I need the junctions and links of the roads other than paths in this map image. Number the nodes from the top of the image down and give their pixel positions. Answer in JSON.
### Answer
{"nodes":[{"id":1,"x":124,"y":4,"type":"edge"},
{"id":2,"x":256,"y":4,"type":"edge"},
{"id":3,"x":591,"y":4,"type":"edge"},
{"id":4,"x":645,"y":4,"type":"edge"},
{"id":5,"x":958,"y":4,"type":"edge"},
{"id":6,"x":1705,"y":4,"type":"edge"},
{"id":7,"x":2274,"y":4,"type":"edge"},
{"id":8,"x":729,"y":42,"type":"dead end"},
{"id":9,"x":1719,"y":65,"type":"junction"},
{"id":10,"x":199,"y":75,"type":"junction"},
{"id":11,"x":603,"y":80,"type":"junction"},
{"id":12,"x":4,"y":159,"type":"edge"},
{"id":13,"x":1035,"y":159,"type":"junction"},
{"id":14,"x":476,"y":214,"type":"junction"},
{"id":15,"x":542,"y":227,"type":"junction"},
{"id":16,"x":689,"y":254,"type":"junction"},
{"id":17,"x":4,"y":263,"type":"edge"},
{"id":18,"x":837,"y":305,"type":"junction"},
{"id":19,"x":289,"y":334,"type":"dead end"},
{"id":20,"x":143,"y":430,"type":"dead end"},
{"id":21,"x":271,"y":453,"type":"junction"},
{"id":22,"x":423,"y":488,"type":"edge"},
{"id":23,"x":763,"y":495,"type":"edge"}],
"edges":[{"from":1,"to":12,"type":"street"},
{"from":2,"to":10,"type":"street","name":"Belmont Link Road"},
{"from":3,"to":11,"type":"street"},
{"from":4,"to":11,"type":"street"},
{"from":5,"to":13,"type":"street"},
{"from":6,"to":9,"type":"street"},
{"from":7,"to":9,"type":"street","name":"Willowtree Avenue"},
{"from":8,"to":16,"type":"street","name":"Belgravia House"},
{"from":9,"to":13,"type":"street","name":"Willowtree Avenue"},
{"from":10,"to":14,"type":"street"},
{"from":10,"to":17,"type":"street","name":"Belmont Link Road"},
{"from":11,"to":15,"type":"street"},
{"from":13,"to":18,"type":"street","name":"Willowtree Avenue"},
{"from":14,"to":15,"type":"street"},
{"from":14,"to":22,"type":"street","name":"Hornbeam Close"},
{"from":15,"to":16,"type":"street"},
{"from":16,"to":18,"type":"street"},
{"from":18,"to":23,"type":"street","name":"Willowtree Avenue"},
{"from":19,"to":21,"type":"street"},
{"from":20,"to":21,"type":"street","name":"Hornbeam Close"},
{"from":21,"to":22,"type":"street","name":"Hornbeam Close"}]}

══════════════════════════════

▶ _Task details_
Tally how many lines of the material contain the word "Belmont". The answer must be the number and nothing else.

▶ _Your response_
2